YOUR OBJECTIVE :: Give back every record word for word, but keep the pictures out.

*** Opening of EXERCISE MATERIALS ***

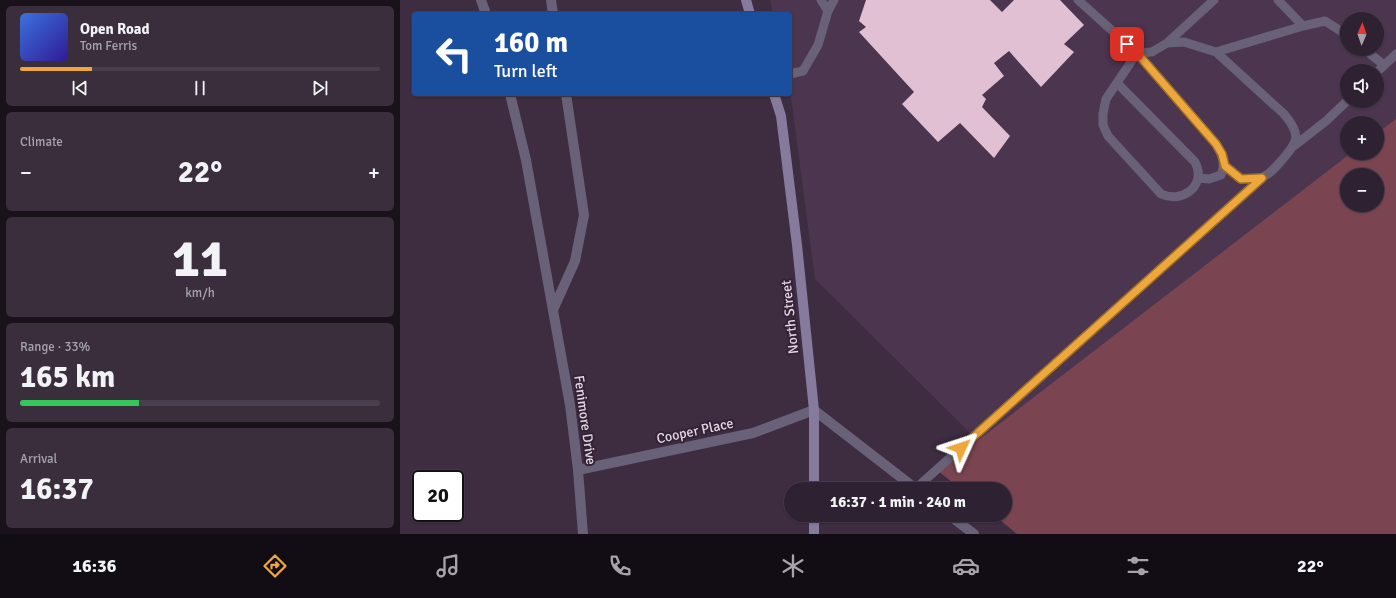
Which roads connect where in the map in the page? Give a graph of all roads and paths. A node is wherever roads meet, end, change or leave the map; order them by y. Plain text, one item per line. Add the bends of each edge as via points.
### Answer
1 (481, 0) edge
2 (551, 0) edge
3 (746, 0) edge
4 (821, 0) edge
5 (834, 0) edge
6 (1078, 0) edge
7 (1214, 0) edge
8 (1278, 0) edge
9 (828, 11) junction
10 (485, 12) edge
11 (553, 12) edge
12 (749, 12) edge
13 (1303, 26) junction
14 (1340, 30) edge
15 (1167, 43) junction
16 (1216, 52) junction
17 (1137, 53) junction
18 (1396, 54) edge
19 (1373, 56) edge
20 (1383, 64) edge
21 (1384, 65) edge
22 (792, 74) edge
23 (1117, 83) junction
24 (510, 96) edge
25 (566, 96) edge
26 (775, 96) edge
27 (1340, 108) edge
28 (1294, 146) junction
29 (1225, 166) junction
30 (1199, 178) junction
31 (1262, 178) junction
32 (554, 310) junction
33 (814, 410) junction
34 (578, 470) junction
35 (814, 482) edge
36 (907, 482) edge
37 (924, 482) edge
38 (814, 522) edge
39 (958, 522) edge
40 (583, 534) edge
41 (814, 534) edge
42 (974, 534) edge

1 - 10 street
2 - 11 street
3 - 12 main road
4 - 9 lane
5 - 9 lane
6 - 17 lane
7 - 15 lane
8 - 13 lane
9 - 22 lane via 818,45 803,71
13 - 14 lane via 1326,21
13 - 16 lane
15 - 16 lane via 1184,42
15 - 17 lane via 1152,52
16 - 28 lane via 1292,123 1296,132
17 - 23 lane
17 - 29 lane via 1216,144
18 - 21 lane
19 - 20 lane
23 - 30 lane via 1195,162
23 - 30 lane via 1103,106 1103,124 1113,143 1161,194 1168,197 1184,195
24 - 32 street, Fenimore Drive via 526,160
25 - 32 street via 584,216 575,260
26 - 33 main road, North Street via 781,116
27 - 28 lane
28 - 31 lane via 1276,167
29 - 30 lane via 1221,175 1209,179
29 - 31 lane via 1241,179
31 - 37 lane
32 - 34 street, Fenimore Drive
33 - 34 street, Cooper Place via 753,433
33 - 35 main road, North Street
33 - 36 street
34 - 40 street, Fenimore Drive
38 - 41 main road
39 - 42 street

*** Close of EXERCISE MATERIALS ***

EXPECTED OUTPUT ::
Which roads connect where in the map in the page? Give a graph of all roads and paths. A node is wherever roads meet, end, change or leave the map; order them by y. Plain text, one item per line. Add the bends of each edge as via points.
### Answer
1 (481, 0) edge
2 (551, 0) edge
3 (746, 0) edge
4 (821, 0) edge
5 (834, 0) edge
6 (1078, 0) edge
7 (1214, 0) edge
8 (1278, 0) edge
9 (828, 11) junction
10 (485, 12) edge
11 (553, 12) edge
12 (749, 12) edge
13 (1303, 26) junction
14 (1340, 30) edge
15 (1167, 43) junction
16 (1216, 52) junction
17 (1137, 53) junction
18 (1396, 54) edge
19 (1373, 56) edge
20 (1383, 64) edge
21 (1384, 65) edge
22 (792, 74) edge
23 (1117, 83) junction
24 (510, 96) edge
25 (566, 96) edge
26 (775, 96) edge
27 (1340, 108) edge
28 (1294, 146) junction
29 (1225, 166) junction
30 (1199, 178) junction
31 (1262, 178) junction
32 (554, 310) junction
33 (814, 410) junction
34 (578, 470) junction
35 (814, 482) edge
36 (907, 482) edge
37 (924, 482) edge
38 (814, 522) edge
39 (958, 522) edge
40 (583, 534) edge
41 (814, 534) edge
42 (974, 534) edge

1 - 10 street
2 - 11 street
3 - 12 main road
4 - 9 lane
5 - 9 lane
6 - 17 lane
7 - 15 lane
8 - 13 lane
9 - 22 lane via 818,45 803,71
13 - 14 lane via 1326,21
13 - 16 lane
15 - 16 lane via 1184,42
15 - 17 lane via 1152,52
16 - 28 lane via 1292,123 1296,132
17 - 23 lane
17 - 29 lane via 1216,144
18 - 21 lane
19 - 20 lane
23 - 30 lane via 1195,162
23 - 30 lane via 1103,106 1103,124 1113,143 1161,194 1168,197 1184,195
24 - 32 street, Fenimore Drive via 526,160
25 - 32 street via 584,216 575,260
26 - 33 main road, North Street via 781,116
27 - 28 lane
28 - 31 lane via 1276,167
29 - 30 lane via 1221,175 1209,179
29 - 31 lane via 1241,179
31 - 37 lane
32 - 34 street, Fenimore Drive
33 - 34 street, Cooper Place via 753,433
33 - 35 main road, North Street
33 - 36 street
34 - 40 street, Fenimore Drive
38 - 41 main road
39 - 42 street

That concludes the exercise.